Since this is V sub b right here, then, and

this is ground, this node voltage actually is V sub b.

And this node voltage right here, since this is ground, is V sub a.

Going through the derivation, where I let V sub 1 equal to 0.

We show that V sub a has to equal to V sub b,

because there's zero potential, difference between this.

It's an ideal amp op amp.

Now, if I want to find what Va is, I just have to look at this right here.

And note that this is a complete loop.

So I can use the voltage divider law.

[NOISE] And the voltage divider law says that V sub

a is equal to the ratio of Rf over the sum of the two

resistors in the loop, R1 plus RF times V2.

I can do the same thing across this loop right here, so going from V0,

being treated as if it was a source here, but this potential right

here is divided across these two resistors depending on their ratio.

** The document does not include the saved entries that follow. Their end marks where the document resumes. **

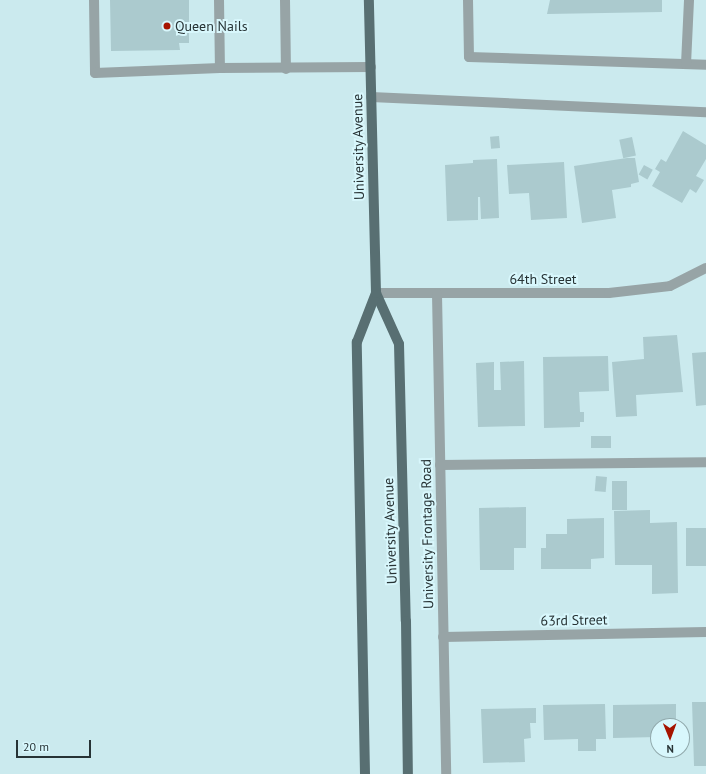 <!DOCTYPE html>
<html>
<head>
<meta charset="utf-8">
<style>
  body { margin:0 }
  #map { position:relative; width:706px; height:774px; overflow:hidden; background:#cbeaee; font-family:"PT Sans",sans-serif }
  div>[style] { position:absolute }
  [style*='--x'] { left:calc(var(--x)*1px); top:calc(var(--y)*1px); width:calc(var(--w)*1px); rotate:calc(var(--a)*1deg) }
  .building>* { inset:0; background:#abcace; transform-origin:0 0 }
  .minor>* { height:10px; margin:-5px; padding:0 5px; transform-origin:5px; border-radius:5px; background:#97a4a6 }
  .major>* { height:10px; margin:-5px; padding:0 5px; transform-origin:5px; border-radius:5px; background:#586f72 }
  .dots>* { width:11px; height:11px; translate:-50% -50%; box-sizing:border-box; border:2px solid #d8f7fc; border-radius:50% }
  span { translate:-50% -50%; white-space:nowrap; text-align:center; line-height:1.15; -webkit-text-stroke:4px #d8f7fc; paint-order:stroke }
  .poi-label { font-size:14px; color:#273335 }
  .left { translate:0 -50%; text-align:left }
  .street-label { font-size:14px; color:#273335 }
  .north { position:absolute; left:650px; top:718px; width:40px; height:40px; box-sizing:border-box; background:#d8f7fc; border:1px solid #91a9ac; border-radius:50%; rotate:179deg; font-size:11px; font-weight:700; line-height:16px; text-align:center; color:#273335 }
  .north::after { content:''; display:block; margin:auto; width:14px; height:18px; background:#a61400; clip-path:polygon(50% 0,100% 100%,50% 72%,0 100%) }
  .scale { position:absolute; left:16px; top:740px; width:75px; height:18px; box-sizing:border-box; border:2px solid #273335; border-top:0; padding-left:5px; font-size:12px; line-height:14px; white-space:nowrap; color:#273335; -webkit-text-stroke:3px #d8f7fc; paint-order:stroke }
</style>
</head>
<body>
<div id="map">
  <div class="building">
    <i style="clip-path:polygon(110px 0,189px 0,189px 43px,179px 43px,180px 50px,111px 51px)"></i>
    <i style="clip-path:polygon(550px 0,662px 0,662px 12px,547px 14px)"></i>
    <i style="clip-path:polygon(683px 131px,706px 145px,706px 159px,696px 176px,704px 180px,696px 193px,690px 189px,682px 203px,652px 186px,660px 172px,655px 169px,661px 159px,666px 162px)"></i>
    <i style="left:499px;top:136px;width:12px;height:9px;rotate:85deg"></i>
    <i style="left:632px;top:137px;width:19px;height:13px;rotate:78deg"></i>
    <i style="clip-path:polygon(627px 158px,635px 158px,639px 182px,631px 184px,631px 187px,612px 190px,616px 218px,582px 223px,574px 166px)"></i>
    <i style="clip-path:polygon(497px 159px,499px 218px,481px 219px,480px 197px,478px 197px,478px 220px,447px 221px,445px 165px,473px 163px,473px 160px)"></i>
    <i style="clip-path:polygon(564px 162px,567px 218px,531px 220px,529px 193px,509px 194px,507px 165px)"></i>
    <i style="left:644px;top:165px;width:10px;height:11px;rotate:29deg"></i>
    <i style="clip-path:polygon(677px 335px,683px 392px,636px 395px,637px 416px,616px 417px,612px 362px,644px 359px,643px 337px)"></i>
    <i style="clip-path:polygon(706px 352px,706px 405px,696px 406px,692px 353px)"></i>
    <i style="clip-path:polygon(608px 356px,609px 391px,579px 392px,580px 412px,584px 412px,584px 422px,580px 422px,580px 427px,544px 428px,543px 357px)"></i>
    <i style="clip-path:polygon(524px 361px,525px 426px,478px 427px,476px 363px,494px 362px,494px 390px,501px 390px,500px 362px)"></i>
    <i style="left:591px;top:436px;width:20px;height:12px"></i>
    <i style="left:596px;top:476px;width:11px;height:15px;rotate:5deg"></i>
    <i style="left:612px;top:481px;width:15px;height:29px"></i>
    <i style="clip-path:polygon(526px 507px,526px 548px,514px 548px,514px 570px,480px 570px,479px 508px)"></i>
    <i style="clip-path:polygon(650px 510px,650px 523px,677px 522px,678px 593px,652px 594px,652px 565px,615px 565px,614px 511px)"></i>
    <i style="clip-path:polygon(604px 518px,604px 558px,591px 559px,591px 569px,541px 569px,541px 548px,546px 548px,546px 534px,567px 534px,567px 519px)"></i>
    <i style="left:706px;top:528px;width:38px;height:20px;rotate:90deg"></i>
    <i style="clip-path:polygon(692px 702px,706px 702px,706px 766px,694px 766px)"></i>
    <i style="clip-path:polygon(605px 704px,606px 739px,596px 739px,596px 751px,578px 751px,578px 739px,544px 740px,543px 705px)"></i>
    <i style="clip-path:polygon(676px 704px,676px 726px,658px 726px,658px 737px,613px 738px,613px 705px)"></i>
    <i style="clip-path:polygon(536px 708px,536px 723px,530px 723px,531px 738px,524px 739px,525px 762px,483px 763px,481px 709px)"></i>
    <i style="left:659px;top:750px;width:17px;height:4px"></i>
  </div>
  <div class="minor">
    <i style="--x:94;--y:0;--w:73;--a:89.2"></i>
    <i style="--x:95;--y:73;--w:125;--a:-2.3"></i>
    <i style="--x:220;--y:68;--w:151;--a:-0.4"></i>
    <i style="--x:219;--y:0;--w:68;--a:89.2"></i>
    <i style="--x:285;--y:0;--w:69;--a:89.2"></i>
    <i style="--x:468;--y:0;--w:57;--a:89"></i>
    <i style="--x:469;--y:57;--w:237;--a:1.9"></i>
    <i style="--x:686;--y:64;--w:64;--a:-87.3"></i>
    <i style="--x:371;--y:97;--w:335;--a:2.6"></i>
    <i style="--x:376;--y:293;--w:233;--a:0"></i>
    <i style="--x:609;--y:293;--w:61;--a:-6.5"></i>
    <i style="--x:670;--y:286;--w:40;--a:-26.6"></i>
    <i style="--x:437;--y:294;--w:480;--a:88.9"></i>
    <i style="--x:440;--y:465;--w:266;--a:-0.6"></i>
    <i style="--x:443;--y:637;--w:263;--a:-1.1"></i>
  </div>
  <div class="major">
    <i style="--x:376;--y:293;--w:56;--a:65.7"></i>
    <i style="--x:399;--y:344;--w:277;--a:88.6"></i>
    <i style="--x:406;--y:621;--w:153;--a:89.3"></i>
    <i style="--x:365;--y:774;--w:432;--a:-91.1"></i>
    <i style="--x:357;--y:342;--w:53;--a:-68.8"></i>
    <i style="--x:376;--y:293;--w:293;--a:-91.4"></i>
  </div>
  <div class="dots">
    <i style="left:167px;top:26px;background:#a61400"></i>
  </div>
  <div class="poi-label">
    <span class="left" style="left:175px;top:26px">Queen Nails</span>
  </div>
  <div class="street-label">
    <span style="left:358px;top:147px;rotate:-91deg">University Avenue</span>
    <span style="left:543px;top:279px">64th Street</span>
    <span style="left:390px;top:531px;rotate:-92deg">University Avenue</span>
    <span style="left:427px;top:534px;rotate:-91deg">University Frontage Road</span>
    <span style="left:574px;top:620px;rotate:-1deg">63rd Street</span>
  </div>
  <div class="north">N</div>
  <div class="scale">20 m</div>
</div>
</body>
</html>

So, Vb is equal to R1, that resistor,

over the sum of the two resistors, R1 plus RF times V0.

Now, I can equate V2 or V0 and Vb and

if do that I notice they have got the same denominators.

So, just simplifying that and, after I equate them,

I get Rf V2 is equal to R1 V0.

So solving for V0, I get Rf over R1, times V2.

Now, putting them together, the last step.

Maybe I'll put this as three.

The last step in super position is the total value of V0, and

that's the result due to V1 by itself, plus the result due to V2 by itself.

So in that case we got V0 is equal to minus Rf,

R1, V1 that was our first thing that we solve for.

Plus what we just solve for, Rf over R1 times V2.

And that gives us this relationship here,

where this now is the gain of the different circuit.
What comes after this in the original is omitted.